Ever since David O. Russell came together with Mark Wahlberg for The Fighter in 2010, the writer/director has crafted one fantastically entertaining film after another. In his third collaboration with Jennifer Lawrence, Joy -- loosely based on the life of American inventor and entrepreneur Joy Mangano -- is a film that doesn't quite live up to the greatness of his previous efforts such as American Hustle and Silver Linings Playbook.
Joy serves as somewhat of a more modern Cinderella story. Young Joy, played by Lawrence, has a creative mind and a lingering entrepreneurial spirit that expands throughout the story. Her grandmother Mimi, played by Diane Ladd, mentors her along the way and helps shape her into a confident, strong young woman. Joy is holding her entire family together -- four generations all living under one roof -- with her own children along with her ex-husband living in the basement with her father. It sounds like a recipe for disaster, or even exaggerated comedy, but the film doesn't go down that typical path.
Joy's mother, Terry, played by Virginia Madsen, spends most of her time in her bedroom watching soap operas, seemingly a hopeless romantic searching for satisfaction in her shows. Divorced from her husband Rudy, played by Robert De Niro, she doesn't have the strong will or determination that her daughter will soon have. Mimi makes sure that Joy doesn't follow in the footsteps of her mother.
The film really starts to make its point clear when Joy has a vision, seeing the child version of herself, asking what happened to her determination.
"We used to make things, seventeen years ago," she says to adult Joy. "Then that all stopped, what happened?"
It becomes obvious that the weight of her family has been killing that creative spark in her, and it mirrors a very common struggle most people deal with. Having your dreams, wanting to pursue them, and life getting in the way, slowing you down until the point where you become complacent and comfortable.
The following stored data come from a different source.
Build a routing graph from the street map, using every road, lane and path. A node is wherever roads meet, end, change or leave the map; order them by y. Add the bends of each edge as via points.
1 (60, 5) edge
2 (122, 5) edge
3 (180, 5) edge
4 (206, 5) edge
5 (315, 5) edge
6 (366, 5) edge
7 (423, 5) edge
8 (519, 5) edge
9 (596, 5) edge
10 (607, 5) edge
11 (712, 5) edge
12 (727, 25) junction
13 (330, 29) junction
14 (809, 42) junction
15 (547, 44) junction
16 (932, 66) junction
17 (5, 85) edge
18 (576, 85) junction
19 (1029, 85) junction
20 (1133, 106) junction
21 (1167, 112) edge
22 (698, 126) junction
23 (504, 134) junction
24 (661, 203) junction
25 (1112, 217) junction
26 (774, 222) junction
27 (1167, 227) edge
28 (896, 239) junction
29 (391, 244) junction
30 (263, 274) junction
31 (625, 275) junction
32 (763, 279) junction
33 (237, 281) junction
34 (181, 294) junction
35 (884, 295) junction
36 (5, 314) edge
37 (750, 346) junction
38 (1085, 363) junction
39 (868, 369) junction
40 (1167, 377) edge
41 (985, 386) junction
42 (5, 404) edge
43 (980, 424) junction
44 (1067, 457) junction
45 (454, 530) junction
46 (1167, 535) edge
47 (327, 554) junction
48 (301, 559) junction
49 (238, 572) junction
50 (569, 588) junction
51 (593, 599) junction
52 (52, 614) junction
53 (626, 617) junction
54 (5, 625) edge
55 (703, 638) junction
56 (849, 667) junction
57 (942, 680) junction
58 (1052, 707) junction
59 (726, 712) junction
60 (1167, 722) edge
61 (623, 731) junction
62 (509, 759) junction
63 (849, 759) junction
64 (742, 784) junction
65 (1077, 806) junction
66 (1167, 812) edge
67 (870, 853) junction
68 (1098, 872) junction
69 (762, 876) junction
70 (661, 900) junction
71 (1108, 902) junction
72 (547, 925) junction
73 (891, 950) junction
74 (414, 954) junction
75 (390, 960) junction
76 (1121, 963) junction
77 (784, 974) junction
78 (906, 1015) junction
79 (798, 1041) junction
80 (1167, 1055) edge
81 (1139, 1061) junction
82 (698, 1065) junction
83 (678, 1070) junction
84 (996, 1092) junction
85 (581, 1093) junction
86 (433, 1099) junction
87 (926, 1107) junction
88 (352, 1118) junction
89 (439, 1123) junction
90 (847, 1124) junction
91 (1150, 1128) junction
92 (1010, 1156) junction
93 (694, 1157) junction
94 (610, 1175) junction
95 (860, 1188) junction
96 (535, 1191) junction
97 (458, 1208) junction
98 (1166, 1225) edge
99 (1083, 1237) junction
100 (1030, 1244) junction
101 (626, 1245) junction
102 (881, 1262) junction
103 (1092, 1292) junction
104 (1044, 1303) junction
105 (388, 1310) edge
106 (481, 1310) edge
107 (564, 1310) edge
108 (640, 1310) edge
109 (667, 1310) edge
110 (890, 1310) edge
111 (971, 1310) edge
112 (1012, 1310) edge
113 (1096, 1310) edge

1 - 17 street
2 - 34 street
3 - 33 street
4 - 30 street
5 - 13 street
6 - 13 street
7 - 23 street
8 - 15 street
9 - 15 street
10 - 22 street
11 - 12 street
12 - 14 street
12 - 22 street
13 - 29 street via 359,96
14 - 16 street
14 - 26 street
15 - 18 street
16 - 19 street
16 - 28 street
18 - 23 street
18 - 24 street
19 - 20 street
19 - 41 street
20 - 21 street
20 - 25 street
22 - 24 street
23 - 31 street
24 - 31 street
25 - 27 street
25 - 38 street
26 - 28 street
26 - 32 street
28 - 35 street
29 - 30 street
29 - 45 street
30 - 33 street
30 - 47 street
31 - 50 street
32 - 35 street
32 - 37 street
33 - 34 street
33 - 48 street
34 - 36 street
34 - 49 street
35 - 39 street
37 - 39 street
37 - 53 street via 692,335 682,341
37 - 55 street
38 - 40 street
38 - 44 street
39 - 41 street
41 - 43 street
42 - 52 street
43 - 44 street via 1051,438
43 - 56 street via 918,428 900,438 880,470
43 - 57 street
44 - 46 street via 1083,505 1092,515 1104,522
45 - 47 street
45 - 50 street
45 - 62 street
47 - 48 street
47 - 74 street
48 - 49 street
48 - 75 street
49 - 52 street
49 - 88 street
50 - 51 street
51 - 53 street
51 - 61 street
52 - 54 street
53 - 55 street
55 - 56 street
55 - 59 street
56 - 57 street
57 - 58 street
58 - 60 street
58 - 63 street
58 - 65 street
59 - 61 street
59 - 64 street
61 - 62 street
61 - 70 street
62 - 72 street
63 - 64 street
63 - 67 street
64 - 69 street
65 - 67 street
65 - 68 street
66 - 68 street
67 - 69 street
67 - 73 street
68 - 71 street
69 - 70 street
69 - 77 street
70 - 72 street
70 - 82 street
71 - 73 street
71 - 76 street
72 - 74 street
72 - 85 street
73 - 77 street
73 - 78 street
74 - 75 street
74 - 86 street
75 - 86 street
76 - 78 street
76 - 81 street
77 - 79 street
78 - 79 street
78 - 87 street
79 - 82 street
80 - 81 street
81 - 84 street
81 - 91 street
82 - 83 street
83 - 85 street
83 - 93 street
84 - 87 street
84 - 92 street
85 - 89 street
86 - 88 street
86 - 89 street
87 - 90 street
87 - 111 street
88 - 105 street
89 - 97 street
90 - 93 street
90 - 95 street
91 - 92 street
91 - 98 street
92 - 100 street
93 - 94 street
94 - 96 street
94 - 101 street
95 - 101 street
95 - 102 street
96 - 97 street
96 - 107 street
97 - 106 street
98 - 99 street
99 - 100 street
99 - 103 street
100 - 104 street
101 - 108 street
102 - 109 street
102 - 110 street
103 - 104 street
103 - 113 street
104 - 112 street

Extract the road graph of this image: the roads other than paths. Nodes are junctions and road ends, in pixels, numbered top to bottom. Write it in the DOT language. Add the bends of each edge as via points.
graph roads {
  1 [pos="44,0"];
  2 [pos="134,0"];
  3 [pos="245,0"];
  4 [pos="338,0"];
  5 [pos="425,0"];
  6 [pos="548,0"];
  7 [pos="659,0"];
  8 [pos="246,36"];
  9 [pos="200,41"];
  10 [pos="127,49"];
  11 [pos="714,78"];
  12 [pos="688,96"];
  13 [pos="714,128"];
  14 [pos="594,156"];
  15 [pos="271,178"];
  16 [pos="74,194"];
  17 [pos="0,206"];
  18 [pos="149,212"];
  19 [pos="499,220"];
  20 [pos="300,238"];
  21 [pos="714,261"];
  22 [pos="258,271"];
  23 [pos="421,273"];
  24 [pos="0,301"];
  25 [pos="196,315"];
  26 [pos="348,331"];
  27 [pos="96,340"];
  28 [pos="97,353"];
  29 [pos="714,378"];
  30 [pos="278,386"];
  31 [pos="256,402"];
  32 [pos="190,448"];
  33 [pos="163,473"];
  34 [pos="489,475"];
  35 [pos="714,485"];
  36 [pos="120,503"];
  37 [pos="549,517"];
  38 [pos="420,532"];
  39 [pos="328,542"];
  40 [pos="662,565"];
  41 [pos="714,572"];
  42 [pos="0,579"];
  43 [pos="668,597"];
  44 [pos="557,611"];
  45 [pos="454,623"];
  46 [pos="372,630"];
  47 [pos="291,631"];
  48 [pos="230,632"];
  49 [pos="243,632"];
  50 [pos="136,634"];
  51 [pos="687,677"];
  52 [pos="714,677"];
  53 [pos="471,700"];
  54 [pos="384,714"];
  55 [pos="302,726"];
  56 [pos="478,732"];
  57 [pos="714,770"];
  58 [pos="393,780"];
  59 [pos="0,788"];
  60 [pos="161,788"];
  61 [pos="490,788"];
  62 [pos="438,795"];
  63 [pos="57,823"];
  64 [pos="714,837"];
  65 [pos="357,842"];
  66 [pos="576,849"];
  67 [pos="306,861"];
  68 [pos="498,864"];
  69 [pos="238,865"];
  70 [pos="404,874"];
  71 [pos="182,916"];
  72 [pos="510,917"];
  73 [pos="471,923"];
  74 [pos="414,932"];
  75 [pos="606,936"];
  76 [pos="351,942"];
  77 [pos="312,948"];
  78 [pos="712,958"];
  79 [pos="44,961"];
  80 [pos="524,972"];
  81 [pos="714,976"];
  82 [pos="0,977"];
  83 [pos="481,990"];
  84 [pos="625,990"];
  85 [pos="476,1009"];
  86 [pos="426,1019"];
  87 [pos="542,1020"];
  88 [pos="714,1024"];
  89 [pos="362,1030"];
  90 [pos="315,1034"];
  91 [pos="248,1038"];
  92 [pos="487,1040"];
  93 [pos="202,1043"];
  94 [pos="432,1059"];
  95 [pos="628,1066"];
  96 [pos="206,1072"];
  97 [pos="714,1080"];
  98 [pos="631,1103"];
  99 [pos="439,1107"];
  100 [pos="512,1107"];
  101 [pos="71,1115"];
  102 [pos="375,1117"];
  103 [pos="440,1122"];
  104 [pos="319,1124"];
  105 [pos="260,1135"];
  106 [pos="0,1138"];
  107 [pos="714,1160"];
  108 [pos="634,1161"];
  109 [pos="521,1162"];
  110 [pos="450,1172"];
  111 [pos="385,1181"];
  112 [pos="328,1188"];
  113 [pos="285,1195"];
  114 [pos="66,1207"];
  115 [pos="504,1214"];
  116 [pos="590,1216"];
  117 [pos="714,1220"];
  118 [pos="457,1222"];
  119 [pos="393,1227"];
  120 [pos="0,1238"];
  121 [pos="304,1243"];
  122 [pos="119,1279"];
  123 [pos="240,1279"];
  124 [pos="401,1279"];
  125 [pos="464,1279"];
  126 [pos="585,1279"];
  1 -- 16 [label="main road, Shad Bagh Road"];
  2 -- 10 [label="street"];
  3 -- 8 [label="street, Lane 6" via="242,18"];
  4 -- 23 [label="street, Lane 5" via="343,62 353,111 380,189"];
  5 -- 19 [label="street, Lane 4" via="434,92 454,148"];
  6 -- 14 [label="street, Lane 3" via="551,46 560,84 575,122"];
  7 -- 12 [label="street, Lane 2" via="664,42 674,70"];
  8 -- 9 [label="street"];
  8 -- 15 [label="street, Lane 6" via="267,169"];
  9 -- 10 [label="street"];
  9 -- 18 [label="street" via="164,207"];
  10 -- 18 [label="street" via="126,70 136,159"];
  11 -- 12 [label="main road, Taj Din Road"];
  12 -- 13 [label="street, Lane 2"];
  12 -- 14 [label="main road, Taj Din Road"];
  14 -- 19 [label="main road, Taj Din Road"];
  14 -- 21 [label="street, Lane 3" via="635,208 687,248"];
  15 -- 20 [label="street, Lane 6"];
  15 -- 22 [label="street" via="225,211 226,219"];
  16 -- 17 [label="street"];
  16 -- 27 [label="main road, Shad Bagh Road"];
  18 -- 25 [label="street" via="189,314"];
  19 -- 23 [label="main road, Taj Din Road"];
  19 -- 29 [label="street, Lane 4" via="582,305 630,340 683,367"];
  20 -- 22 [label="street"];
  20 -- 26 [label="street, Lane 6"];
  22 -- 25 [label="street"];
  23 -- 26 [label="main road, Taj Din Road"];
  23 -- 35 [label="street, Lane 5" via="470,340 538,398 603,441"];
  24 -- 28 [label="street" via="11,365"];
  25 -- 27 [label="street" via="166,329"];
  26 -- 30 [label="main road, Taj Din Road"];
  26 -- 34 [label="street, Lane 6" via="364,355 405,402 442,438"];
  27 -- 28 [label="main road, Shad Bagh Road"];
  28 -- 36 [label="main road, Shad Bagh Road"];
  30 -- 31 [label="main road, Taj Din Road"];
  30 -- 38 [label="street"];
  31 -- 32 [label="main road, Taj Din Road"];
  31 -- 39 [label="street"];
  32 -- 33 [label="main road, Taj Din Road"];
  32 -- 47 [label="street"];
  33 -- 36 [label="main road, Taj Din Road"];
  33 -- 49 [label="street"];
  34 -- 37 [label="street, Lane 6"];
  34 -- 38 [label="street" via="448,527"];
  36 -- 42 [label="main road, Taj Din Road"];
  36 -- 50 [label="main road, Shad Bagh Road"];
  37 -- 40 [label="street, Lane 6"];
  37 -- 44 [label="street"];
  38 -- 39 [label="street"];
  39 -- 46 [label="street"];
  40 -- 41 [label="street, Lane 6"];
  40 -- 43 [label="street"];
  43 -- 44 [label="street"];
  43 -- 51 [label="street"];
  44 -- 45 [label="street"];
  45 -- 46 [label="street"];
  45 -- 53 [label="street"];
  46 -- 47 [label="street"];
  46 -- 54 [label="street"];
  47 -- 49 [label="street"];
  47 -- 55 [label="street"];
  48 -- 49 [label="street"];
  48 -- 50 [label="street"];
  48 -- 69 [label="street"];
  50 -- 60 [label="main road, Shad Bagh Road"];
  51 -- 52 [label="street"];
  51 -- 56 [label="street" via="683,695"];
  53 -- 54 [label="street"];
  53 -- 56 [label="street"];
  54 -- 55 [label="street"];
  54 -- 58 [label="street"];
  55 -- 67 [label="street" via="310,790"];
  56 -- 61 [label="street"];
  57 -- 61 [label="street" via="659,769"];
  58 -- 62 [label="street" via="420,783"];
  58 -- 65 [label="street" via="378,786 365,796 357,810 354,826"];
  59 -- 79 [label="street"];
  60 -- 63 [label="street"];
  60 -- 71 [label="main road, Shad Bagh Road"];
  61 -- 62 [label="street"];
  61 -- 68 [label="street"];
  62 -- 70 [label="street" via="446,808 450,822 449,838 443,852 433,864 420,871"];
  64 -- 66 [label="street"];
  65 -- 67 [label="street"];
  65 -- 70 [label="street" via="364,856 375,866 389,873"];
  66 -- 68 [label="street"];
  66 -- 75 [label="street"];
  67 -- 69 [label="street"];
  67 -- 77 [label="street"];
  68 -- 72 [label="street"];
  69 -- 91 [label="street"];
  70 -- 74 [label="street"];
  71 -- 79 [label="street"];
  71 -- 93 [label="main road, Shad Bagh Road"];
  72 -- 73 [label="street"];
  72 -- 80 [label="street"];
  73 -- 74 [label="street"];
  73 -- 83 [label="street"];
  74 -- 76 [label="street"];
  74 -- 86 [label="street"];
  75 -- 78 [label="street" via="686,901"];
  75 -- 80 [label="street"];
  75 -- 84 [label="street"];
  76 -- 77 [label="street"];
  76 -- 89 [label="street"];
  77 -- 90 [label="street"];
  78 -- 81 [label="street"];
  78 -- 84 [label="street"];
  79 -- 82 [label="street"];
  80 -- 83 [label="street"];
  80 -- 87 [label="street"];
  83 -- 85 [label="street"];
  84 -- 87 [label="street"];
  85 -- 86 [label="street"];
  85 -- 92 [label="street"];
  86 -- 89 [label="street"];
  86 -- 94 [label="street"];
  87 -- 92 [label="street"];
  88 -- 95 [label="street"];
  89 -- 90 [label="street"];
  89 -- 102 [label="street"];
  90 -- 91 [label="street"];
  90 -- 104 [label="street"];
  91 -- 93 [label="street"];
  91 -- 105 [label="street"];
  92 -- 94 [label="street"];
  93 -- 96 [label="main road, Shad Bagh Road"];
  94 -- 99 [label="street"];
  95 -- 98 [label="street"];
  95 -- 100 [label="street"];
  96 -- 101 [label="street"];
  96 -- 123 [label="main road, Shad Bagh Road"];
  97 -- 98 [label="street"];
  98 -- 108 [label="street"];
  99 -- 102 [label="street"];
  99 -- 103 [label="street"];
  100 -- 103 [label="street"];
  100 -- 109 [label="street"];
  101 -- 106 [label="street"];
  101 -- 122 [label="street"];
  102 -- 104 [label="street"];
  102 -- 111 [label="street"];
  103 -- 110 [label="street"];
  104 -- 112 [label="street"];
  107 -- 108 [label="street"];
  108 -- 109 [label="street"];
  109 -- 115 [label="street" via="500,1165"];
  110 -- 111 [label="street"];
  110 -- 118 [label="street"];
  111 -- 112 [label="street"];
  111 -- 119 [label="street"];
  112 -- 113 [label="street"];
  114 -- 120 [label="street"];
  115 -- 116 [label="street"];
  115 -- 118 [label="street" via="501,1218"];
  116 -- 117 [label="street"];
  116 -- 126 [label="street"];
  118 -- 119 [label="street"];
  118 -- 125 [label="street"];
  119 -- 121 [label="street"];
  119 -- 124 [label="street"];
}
But thankfully, Joy was shaken out of that frozen state and driven back into her newest idea: a plastic mop with a head made from a continuous loop of 300 feet of cotton.
Joy's ex-husband Tony, played by Édgar Ramírez, ends up helping her in this endeavor and is one of the more interesting characters in the story. He ends up being a good person in Joy's life, instead of the antagonistic, jerk ex-lover, allowing for a breath of fresh air in the foundation of the film. Again, something that Russell excels at.
Much like most of Russell's films, the characters still feel real and authentic. A dysfunctional, flawed family lies at the center of the story, and Russell excels at complicated relationships and real human emotion. Unfortunately, the movie simply does not have quite enough magic to make it as powerful. It is a uniquely crafted "biopic" and does not play by the standard rules, but because of this, the whole thing just ends up being slightly off-kilter.
Joy goes through the regular stumbles and pitfalls anyone goes through while trying to establish a business from the ground up. We see her become stronger and more resilient, desperately trying to hold onto the only thing she has and not let life break her down. Jackie, played by Orange Is the New Black's Dascha Polanco, is a childhood friend who sticks by her side and aids Joy in her efforts.
Joy's journey begins to pick up when Tony introduces her to Neil Walker, played by Bradley Cooper, who gives her an opportunity to promote her product on television, which is an opportunity that brings its own pile of troubles and complications as the story unfolds.
But it is a testament to the undying creativity and passion of David O. Russell. Wanting to take the story about the woman who created the miracle mop and attempting to craft a meaningful story about wanting to make something of yourself and achieve your dreams.
"I think my products have been successful because they have mass appeal," the real life Joy Mangano has said. "I'm just like everybody else out there. I'm a mom, I work, I have a house to clean, things to organize. We all have certain similar needs, and I address them."
And this is very much the attitude that Lawrence encapsulates throughout the film. Although it is not as invigorating or inspirational as it could have been, Joy still manages to be one of the more satisfying films of the last quarter of 2015.